• **Exercise prompt**
Your answer must consist of every line from the data below that includes the word "Rampe".

═══ Records

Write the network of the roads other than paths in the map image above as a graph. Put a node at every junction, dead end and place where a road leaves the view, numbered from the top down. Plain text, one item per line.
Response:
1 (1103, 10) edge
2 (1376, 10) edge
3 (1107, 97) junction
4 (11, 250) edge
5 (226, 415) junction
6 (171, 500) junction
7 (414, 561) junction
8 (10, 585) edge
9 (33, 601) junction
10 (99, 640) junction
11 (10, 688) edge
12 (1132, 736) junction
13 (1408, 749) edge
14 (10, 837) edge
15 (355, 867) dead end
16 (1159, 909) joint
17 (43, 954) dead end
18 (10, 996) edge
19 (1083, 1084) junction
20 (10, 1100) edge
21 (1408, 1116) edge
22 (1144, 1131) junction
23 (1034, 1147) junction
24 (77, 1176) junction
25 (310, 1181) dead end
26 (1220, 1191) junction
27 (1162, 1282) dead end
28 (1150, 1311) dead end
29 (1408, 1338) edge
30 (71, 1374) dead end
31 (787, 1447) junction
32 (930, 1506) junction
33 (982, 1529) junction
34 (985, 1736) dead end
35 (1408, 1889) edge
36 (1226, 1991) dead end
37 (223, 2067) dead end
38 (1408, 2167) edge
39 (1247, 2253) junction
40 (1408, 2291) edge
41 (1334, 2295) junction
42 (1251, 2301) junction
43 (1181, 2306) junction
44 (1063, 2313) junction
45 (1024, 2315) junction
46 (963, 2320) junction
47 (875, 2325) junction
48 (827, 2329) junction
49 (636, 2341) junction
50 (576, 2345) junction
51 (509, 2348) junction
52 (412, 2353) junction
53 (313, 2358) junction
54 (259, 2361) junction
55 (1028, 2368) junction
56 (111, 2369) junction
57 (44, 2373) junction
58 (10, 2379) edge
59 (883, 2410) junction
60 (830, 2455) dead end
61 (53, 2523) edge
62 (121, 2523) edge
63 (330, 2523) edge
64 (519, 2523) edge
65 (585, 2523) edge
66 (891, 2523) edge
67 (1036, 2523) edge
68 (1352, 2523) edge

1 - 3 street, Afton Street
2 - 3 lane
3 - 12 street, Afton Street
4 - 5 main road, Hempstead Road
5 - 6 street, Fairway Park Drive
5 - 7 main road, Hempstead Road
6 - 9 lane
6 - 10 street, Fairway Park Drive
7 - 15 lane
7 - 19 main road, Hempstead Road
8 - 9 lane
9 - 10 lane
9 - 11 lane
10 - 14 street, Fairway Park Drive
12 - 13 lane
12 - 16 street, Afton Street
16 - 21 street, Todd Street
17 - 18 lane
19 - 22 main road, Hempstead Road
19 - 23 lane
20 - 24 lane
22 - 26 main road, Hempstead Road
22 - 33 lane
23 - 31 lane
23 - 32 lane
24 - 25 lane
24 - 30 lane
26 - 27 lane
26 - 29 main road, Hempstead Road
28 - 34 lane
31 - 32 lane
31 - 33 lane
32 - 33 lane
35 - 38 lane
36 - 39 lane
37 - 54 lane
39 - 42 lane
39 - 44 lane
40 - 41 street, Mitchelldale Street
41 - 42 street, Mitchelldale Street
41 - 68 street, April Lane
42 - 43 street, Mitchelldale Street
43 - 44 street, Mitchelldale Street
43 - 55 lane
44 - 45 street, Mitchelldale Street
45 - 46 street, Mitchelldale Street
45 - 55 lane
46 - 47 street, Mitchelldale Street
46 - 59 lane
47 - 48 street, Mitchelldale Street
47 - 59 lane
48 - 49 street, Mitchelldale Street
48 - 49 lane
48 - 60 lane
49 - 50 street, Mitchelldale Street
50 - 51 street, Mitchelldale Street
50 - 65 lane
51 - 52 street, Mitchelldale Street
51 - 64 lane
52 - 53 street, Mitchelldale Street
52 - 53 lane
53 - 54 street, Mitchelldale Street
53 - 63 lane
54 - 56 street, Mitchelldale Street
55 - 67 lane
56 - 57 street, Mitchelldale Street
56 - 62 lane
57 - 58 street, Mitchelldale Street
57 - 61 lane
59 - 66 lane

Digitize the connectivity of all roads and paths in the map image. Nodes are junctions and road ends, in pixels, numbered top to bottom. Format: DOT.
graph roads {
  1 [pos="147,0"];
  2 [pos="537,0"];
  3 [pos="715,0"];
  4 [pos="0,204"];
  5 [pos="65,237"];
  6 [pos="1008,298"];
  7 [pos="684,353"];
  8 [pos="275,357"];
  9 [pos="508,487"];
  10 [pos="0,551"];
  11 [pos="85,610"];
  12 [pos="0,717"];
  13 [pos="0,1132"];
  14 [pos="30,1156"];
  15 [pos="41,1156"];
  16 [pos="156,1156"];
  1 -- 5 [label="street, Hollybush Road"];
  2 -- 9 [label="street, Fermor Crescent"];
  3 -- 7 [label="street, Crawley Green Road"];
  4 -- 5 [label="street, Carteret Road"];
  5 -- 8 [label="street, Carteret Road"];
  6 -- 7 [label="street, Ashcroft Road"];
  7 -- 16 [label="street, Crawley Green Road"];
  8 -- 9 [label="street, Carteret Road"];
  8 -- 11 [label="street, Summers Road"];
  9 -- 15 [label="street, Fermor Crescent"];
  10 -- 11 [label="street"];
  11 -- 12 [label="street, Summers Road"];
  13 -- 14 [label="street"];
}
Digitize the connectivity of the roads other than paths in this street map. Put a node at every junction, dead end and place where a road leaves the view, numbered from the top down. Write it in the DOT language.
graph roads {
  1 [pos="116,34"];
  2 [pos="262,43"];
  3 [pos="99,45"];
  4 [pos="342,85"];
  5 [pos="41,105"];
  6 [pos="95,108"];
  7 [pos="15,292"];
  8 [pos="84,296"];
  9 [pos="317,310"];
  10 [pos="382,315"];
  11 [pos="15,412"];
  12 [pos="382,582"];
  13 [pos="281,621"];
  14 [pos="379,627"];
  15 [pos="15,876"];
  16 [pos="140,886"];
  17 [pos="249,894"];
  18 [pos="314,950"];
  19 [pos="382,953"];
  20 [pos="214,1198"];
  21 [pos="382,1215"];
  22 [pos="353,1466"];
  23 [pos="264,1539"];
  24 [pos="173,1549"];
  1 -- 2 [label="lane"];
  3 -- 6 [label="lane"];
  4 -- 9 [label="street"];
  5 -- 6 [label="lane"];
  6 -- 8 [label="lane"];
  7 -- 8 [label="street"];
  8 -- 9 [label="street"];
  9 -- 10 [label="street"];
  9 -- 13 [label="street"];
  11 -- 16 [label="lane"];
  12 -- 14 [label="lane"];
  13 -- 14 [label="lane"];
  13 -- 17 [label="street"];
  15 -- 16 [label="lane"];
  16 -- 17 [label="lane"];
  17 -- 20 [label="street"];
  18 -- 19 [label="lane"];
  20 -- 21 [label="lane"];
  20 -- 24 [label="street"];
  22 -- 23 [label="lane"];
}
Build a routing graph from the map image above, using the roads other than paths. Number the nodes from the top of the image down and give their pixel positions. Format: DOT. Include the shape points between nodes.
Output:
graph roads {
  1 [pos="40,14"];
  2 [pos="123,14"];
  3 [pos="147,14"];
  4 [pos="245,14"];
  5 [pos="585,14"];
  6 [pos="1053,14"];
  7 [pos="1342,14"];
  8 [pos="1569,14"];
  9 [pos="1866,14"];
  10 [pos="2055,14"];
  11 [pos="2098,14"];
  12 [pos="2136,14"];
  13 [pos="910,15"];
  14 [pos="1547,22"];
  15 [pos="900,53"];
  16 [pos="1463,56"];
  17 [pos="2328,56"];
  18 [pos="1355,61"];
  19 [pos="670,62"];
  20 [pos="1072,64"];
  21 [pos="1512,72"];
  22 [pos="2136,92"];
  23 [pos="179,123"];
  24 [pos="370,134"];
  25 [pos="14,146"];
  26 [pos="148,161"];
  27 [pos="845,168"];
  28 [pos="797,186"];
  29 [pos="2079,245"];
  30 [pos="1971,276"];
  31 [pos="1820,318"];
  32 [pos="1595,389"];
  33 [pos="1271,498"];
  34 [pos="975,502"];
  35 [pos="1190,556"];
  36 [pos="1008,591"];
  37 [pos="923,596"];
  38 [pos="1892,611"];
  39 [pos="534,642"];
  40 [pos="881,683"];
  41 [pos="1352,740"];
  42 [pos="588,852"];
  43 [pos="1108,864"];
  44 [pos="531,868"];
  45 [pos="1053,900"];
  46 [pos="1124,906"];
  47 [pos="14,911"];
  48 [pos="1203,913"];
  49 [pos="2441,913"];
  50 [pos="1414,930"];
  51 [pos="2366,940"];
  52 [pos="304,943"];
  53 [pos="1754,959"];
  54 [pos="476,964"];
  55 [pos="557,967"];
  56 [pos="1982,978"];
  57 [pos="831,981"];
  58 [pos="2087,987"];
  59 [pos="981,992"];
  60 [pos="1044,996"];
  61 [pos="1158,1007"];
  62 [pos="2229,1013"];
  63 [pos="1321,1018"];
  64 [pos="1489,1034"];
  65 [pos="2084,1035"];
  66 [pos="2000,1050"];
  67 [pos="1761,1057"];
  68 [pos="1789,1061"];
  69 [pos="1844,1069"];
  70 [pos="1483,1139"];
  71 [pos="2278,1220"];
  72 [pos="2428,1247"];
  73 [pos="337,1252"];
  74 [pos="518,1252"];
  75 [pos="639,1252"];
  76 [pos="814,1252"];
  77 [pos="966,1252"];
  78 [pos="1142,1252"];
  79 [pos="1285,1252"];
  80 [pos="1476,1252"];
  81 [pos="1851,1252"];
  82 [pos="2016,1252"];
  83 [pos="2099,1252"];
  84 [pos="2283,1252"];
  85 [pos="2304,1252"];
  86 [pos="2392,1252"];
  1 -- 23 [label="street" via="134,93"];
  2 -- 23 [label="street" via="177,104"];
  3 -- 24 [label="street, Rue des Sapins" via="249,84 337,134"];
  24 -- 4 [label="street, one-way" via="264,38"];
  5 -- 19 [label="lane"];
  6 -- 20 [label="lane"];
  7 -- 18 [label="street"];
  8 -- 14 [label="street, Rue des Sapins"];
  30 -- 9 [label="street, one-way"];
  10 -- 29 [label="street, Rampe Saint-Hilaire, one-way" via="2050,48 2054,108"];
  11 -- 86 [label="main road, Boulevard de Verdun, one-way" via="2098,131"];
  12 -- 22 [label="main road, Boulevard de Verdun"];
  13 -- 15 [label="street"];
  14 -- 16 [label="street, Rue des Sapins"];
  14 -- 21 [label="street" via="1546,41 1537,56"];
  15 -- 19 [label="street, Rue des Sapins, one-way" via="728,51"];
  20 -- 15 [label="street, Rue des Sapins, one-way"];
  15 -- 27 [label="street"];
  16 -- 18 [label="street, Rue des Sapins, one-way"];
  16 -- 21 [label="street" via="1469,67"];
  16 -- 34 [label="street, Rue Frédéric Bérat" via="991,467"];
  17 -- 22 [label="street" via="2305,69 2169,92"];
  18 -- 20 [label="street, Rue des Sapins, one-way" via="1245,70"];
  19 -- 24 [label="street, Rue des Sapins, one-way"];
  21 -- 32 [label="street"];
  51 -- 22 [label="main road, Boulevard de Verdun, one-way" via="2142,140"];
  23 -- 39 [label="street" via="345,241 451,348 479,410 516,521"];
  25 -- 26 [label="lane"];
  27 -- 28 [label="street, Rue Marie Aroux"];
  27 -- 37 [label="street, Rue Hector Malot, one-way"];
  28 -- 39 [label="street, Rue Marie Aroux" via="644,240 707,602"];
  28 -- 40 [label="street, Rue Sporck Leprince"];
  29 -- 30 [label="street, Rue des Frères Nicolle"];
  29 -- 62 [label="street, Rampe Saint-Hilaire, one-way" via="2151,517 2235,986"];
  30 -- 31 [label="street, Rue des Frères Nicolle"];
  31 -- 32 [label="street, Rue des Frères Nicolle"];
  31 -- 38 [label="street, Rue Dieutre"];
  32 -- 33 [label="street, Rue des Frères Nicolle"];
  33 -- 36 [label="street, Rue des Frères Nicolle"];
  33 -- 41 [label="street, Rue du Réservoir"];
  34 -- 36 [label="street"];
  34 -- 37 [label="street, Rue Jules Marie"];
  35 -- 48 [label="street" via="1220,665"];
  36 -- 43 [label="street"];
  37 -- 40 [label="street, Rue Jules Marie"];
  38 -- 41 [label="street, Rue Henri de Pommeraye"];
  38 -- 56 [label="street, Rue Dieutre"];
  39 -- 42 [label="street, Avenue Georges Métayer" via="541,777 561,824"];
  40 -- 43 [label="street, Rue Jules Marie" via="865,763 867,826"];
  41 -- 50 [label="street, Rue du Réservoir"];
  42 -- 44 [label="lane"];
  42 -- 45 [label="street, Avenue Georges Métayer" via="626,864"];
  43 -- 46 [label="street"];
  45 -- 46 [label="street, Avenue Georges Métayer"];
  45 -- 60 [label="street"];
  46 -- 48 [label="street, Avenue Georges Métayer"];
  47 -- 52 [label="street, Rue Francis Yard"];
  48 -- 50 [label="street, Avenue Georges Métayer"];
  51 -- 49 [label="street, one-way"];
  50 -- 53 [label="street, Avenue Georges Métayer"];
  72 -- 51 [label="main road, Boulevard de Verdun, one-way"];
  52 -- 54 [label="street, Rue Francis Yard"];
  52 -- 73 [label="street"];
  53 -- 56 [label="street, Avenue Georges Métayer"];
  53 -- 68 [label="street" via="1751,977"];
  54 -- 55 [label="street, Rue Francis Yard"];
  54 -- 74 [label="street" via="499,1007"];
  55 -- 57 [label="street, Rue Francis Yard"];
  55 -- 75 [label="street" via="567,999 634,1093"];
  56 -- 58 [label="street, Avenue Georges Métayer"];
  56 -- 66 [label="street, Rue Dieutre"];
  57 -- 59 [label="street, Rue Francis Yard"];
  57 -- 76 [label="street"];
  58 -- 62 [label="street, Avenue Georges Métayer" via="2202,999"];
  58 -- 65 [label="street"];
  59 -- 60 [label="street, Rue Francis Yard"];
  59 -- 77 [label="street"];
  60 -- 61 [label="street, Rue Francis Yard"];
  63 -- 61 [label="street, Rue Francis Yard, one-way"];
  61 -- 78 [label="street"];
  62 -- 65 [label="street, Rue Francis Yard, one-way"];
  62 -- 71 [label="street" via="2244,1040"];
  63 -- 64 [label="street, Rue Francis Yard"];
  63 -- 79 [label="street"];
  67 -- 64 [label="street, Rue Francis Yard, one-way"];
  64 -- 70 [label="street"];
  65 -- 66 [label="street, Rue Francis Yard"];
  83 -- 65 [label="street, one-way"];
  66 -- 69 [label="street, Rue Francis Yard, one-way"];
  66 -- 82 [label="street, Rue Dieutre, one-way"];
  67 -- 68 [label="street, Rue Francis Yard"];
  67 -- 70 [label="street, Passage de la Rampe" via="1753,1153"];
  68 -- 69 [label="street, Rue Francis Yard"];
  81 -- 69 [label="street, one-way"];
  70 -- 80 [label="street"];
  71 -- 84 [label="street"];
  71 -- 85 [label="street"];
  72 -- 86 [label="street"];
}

══════

• **Written reply**
  10 -- 29 [label="street, Rampe Saint-Hilaire, one-way" via="2050,48 2054,108"];
  29 -- 62 [label="street, Rampe Saint-Hilaire, one-way" via="2151,517 2235,986"];
  67 -- 70 [label="street, Passage de la Rampe" via="1753,1153"];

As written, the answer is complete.